- Abim General Hospital is located in Uganda Abim General Hospital

Geography
- Location: Abim, Abim District, Northern Region, Uganda
- Coordinates: 02°41′56″N 33°39′28″E﻿ / ﻿2.69889°N 33.65778°E

Organisation
- Care system: Public
- Type: General

Services
- Emergency department: I
- Beds: 100

History
- Founded: 1969

Links
- Other links: Hospitals in Uganda

= Abim General Hospital =

Abim General Hospital, also known as Abim Hospital, is a government-owned hospital in the Northern Region of Uganda.

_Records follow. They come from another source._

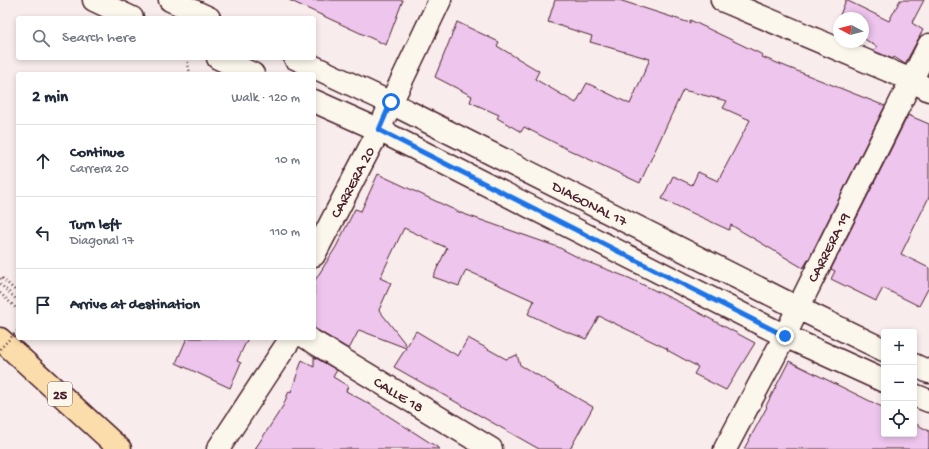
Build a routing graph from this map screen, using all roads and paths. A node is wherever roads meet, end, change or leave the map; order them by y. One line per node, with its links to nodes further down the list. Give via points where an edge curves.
1 (94, 0): 5 (street)
2 (170, 0): 6 (street)
3 (440, 0): 15 (street, CARRERA 20)
4 (722, 0): 13 (street)
5 (128, 16)
6 (205, 16)
7 (929, 44): 13 (street, CARRERA 19)
8 (187, 60): 11 (path)
9 (222, 60): 12 (street)
10 (299, 60): 15 (street, DIAGONAL 17)
11 (190, 72)
12 (249, 72)
13 (920, 85): 24 (street, CARRERA 19)
14 (316, 102): 16 (street, DIAGONAL 17)
15 (391, 102): 16 (street, CARRERA 20); 24 (street, DIAGONAL 17)
16 (379, 130): 17 (street, CARRERA 20); 26 (street, DIAGONAL 17)
17 (316, 251)
18 (0, 279): 20 (path, via 1,277)
19 (0, 284): 22 (path)
20 (16, 291)
21 (0, 293): 23 (path)
22 (16, 298)
23 (16, 308)
24 (798, 308): 26 (street, CARRERA 19); 31 (street, DIAGONAL 17)
25 (16, 332): 30 (path, bridge)
26 (785, 336): 34 (street, DIAGONAL 17); 40 (street, CARRERA 19)
27 (0, 339): 37 (highway, 25)
28 (290, 340): 38 (street)
29 (310, 340): 39 (street, CALLE 18)
30 (0, 349)
31 (881, 349)
32 (917, 366): 33 (street)
33 (929, 372)
34 (881, 380)
35 (917, 396): 36 (street)
36 (929, 401)
37 (120, 449)
38 (218, 449)
39 (491, 449)
40 (725, 449)

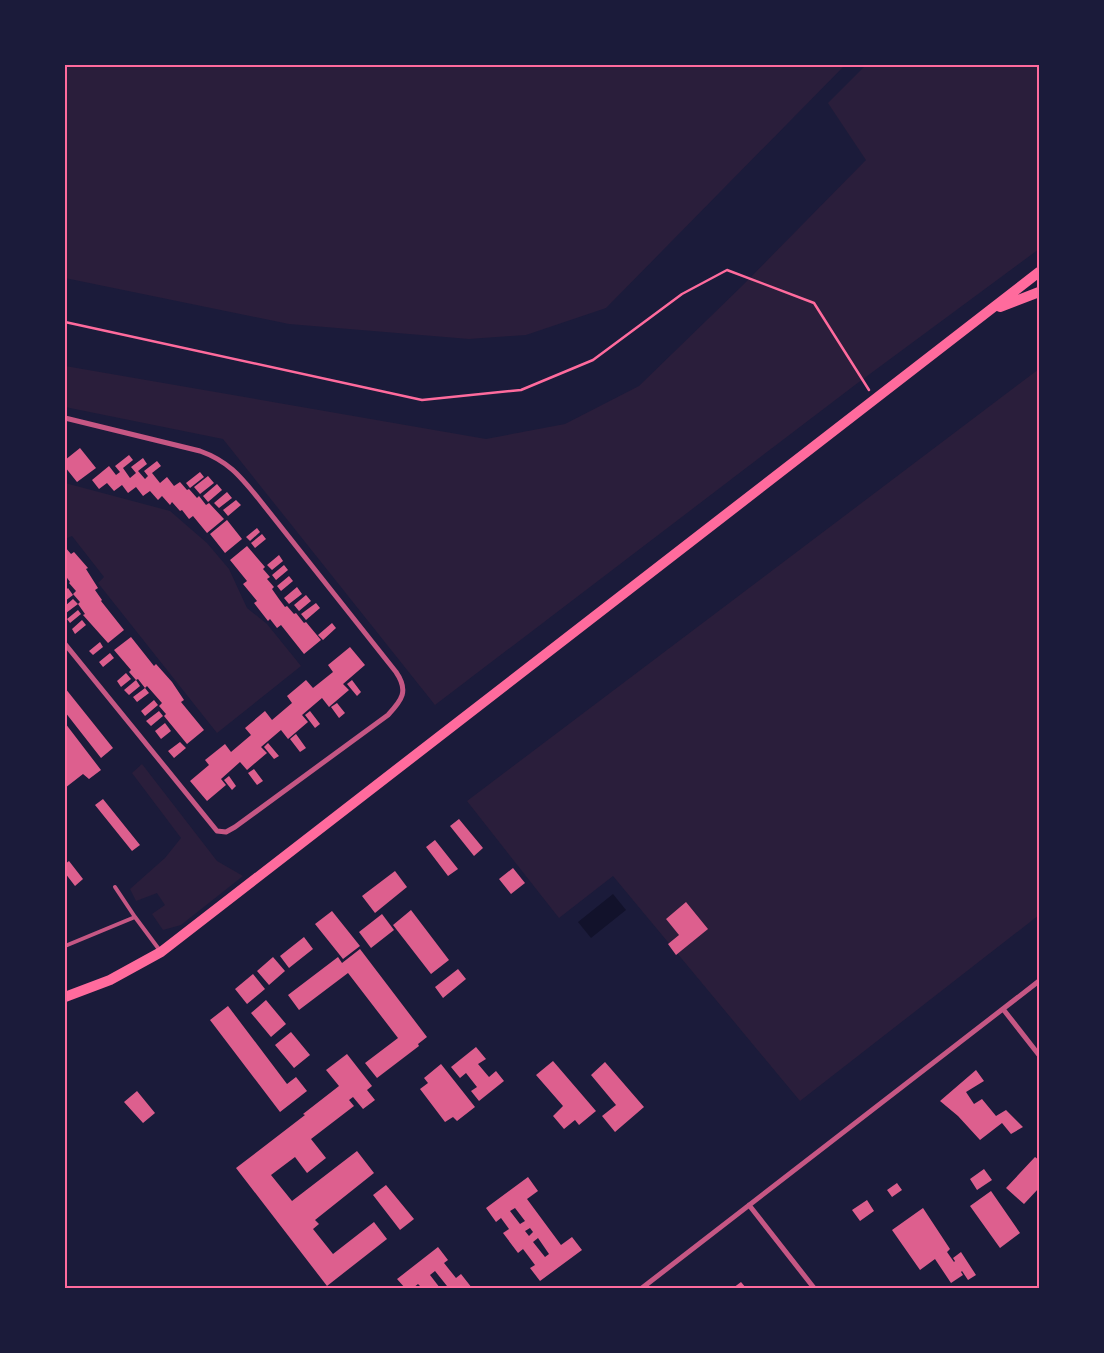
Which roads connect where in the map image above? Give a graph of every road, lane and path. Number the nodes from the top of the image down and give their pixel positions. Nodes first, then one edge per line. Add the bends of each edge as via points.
1 (1039, 272) edge
2 (1039, 292) edge
3 (987, 312) junction
4 (65, 322) edge
5 (875, 399) junction
6 (65, 418) edge
7 (65, 644) edge
8 (114, 887) dead end
9 (135, 917) junction
10 (65, 946) edge
11 (161, 952) junction
12 (1039, 981) edge
13 (65, 997) edge
14 (1003, 1009) junction
15 (1039, 1055) edge
16 (749, 1205) junction
17 (642, 1288) edge
18 (814, 1288) edge

1 - 3 main road
2 - 3 main road
3 - 5 main road
4 - 5 path via 422,400 521,390 592,360 682,294 727,270 814,303
5 - 11 main road
6 - 7 street via 200,451 227,464 240,475 396,672 404,688 388,715 235,827 226,832 217,831
8 - 9 lane
9 - 10 lane
9 - 11 lane
11 - 13 main road via 110,980
12 - 14 street
14 - 15 street
14 - 16 street
16 - 17 street
16 - 18 street

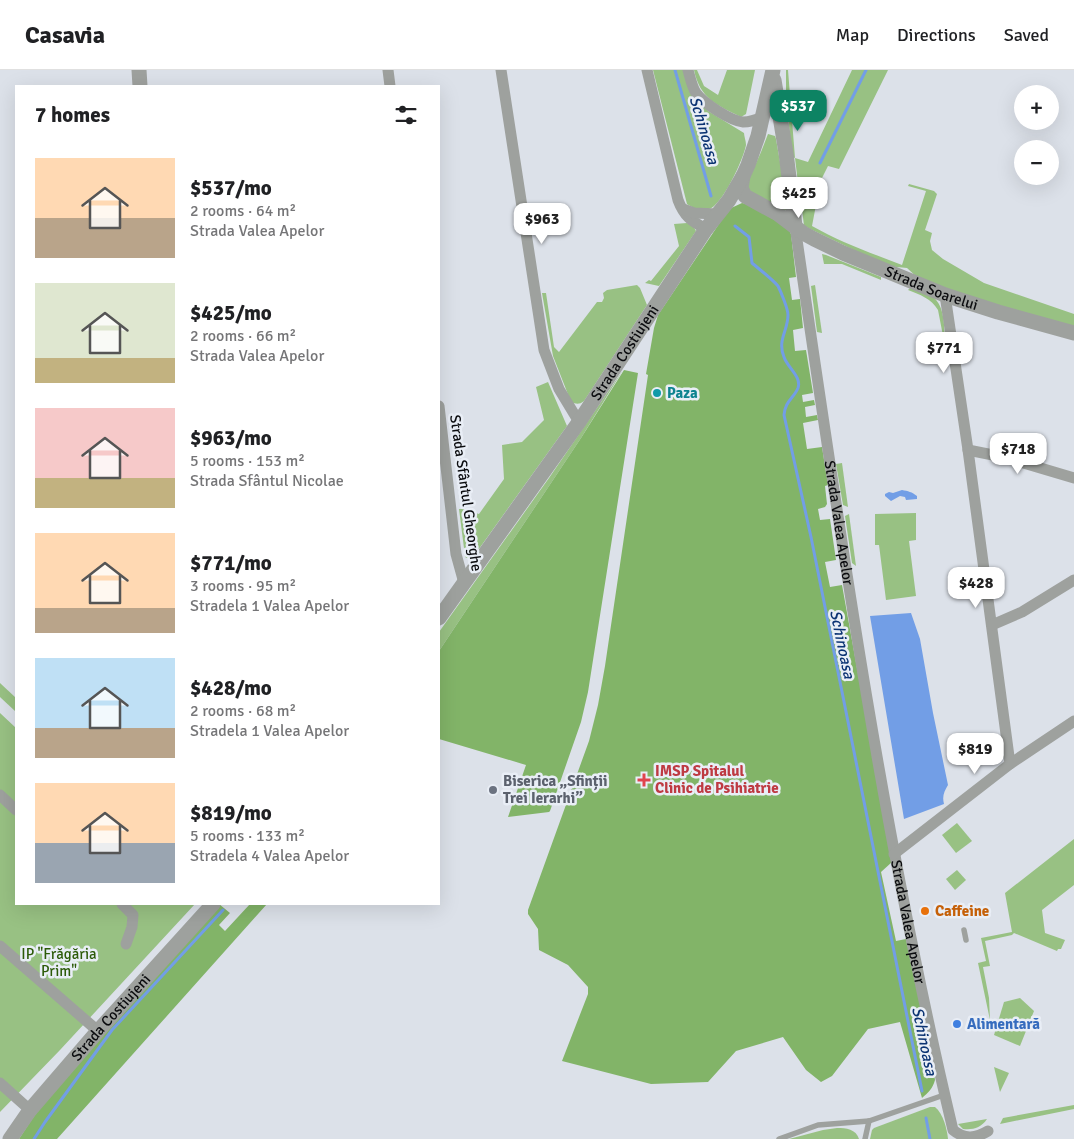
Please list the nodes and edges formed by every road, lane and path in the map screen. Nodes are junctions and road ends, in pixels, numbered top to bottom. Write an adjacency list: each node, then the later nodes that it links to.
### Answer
1 (139, 70): 7 (street)
2 (388, 70): 8 (street)
3 (501, 70): 23 (street)
4 (647, 70): 15 (street)
5 (688, 70): 9 (street)
6 (773, 72): 9 (street, Strada Costiujeni); 10 (street, Strada Valea Apelor)
7 (140, 85)
8 (390, 85)
9 (761, 124): 10 (street); 11 (street, Strada Costiujeni)
10 (782, 133): 13 (street, Strada Valea Apelor)
11 (743, 176): 12 (street); 14 (street, Strada Costiujeni)
12 (746, 196): 14 (street); 17 (street, Strada Soarelui)
13 (791, 198): 17 (street); 18 (street, Strada Valea Apelor)
14 (729, 200): 16 (street, Strada Costiujeni)
15 (681, 209): 16 (street); 19 (street)
16 (717, 214): 19 (street, Strada Costiujeni)
17 (778, 214): 18 (street, Strada Soarelui)
18 (795, 226): 20 (street, Strada Soarelui); 34 (street, Strada Valea Apelor)
19 (706, 229): 23 (street, Strada Costiujeni)
20 (945, 295): 21 (street, Strada Soarelui); 24 (street)
21 (1074, 333)
22 (440, 415): 27 (street, Strada Sfântul Gheorghe)
23 (579, 422): 27 (street, Strada Costiujeni)
24 (968, 450): 25 (street); 29 (street)
25 (1074, 478)
26 (1074, 580): 29 (street)
27 (464, 583): 28 (street, Strada Costiujeni)
28 (440, 617)
29 (992, 625): 31 (street)
30 (1074, 721): 31 (street)
31 (1010, 764): 34 (street)
32 (0, 796): 33 (street)
33 (15, 809)
34 (894, 854): 43 (street, Strada Valea Apelor)
35 (123, 905): 39 (street)
36 (212, 905): 41 (street, Strada Costiujeni)
37 (964, 930): 38 (lane)
38 (966, 940)
39 (126, 944)
40 (0, 946): 41 (street)
41 (98, 1031): 44 (street, Strada Costiujeni)
42 (0, 1083): 44 (street)
43 (944, 1094): 45 (lane); 50 (street, Strada Valea Apelor)
44 (30, 1110): 47 (street, Strada Costiujeni)
45 (869, 1121): 48 (lane); 49 (lane)
46 (988, 1131): 50 (street, Strada Valea Apelor)
47 (10, 1138)
48 (779, 1139)
49 (865, 1139)
50 (966, 1139)

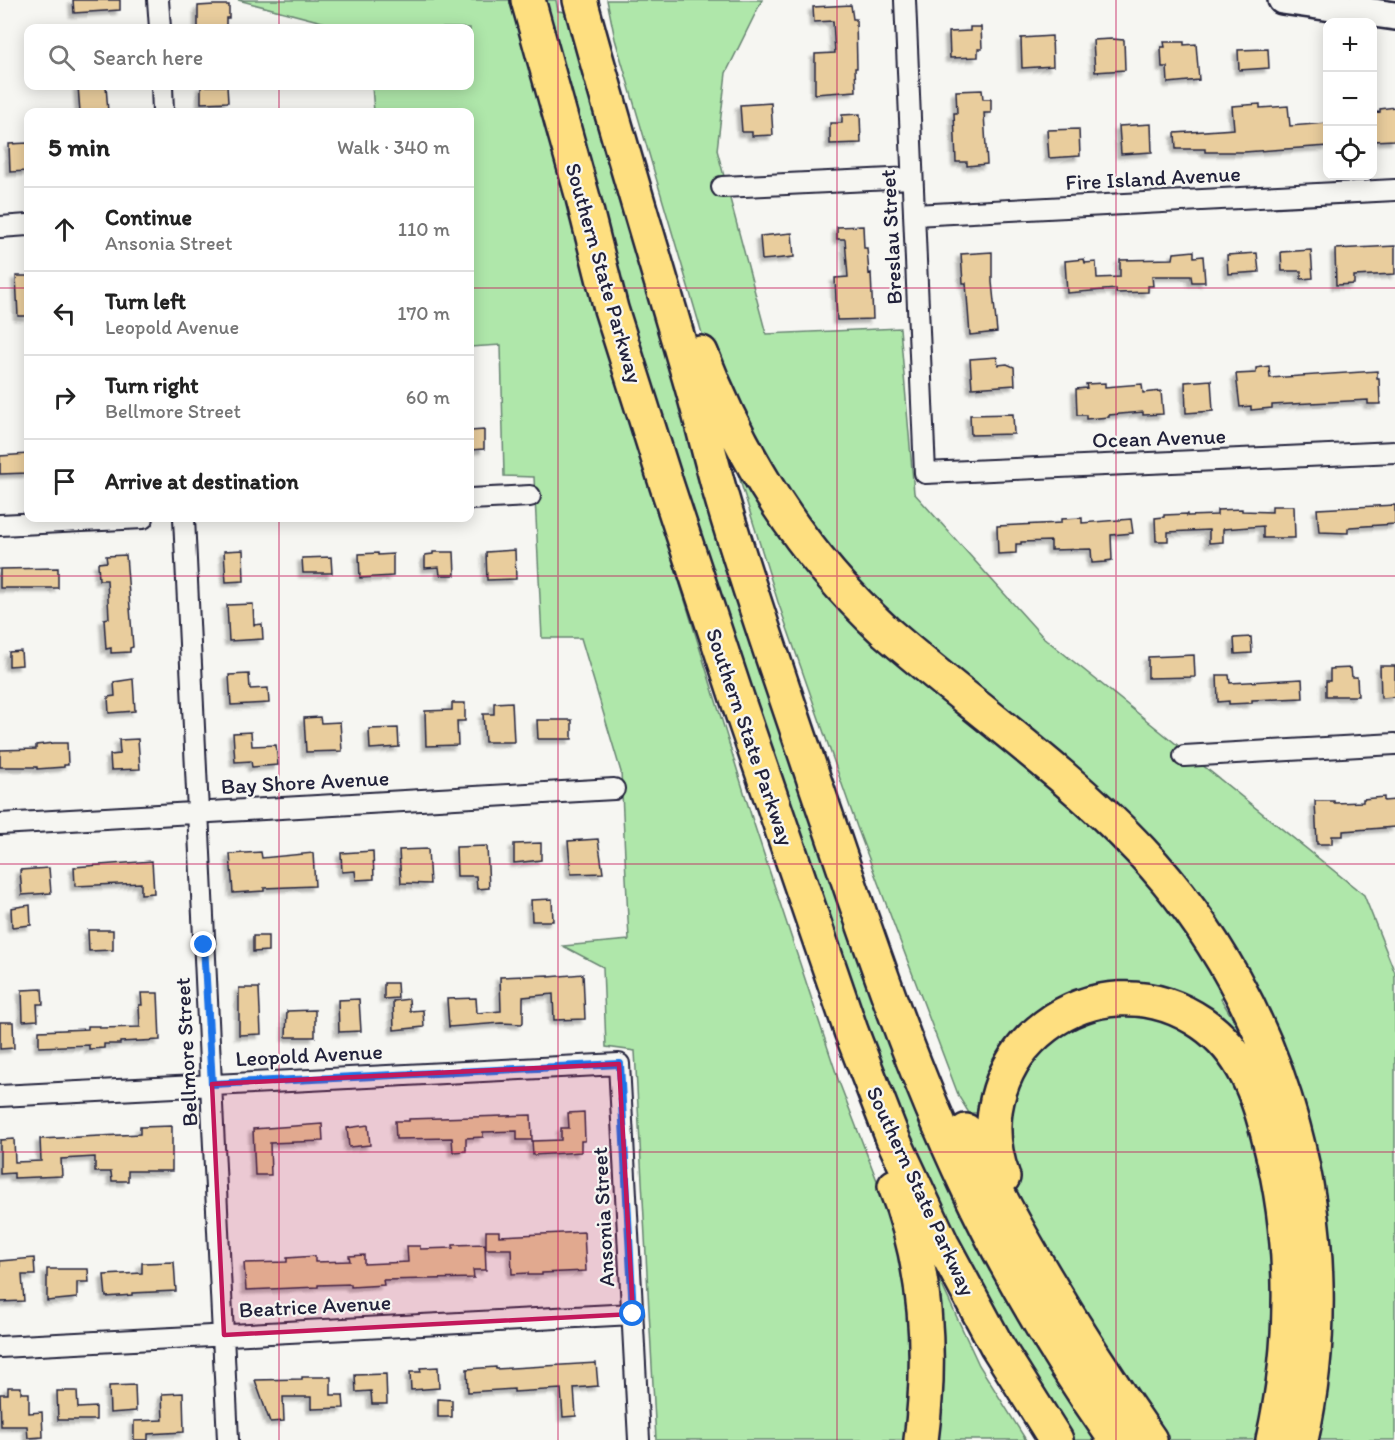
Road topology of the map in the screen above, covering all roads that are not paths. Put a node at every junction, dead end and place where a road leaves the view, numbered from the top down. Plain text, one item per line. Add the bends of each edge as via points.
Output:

It is the district hospital for the Abim District.

==Location==
The hospital is in the town of Abim in the Karamoja sub-region, approximately 138 km, by road, west of the Moroto Regional Referral Hospital. The coordinates of the hospital are 02°41'56.0"N, 33°39'28.0"E (Latitude:2.698892; Longitude:33.657788).

==Overview==
The hospital was built in 1969 during the first administration of Milton Obote (1962 to 1971). Since its founding, the hospital infrastructure has deteriorated, the equipment has aged or ceased working, and the poorly paid staff have become demoralized.

==Renovations and improvements==
In February 2016, the hospital underwent renovations, including rehabilitation of its water supply system. The authorities plan to hire four additional physicians for the facility and to re-equip it with beds and bedding.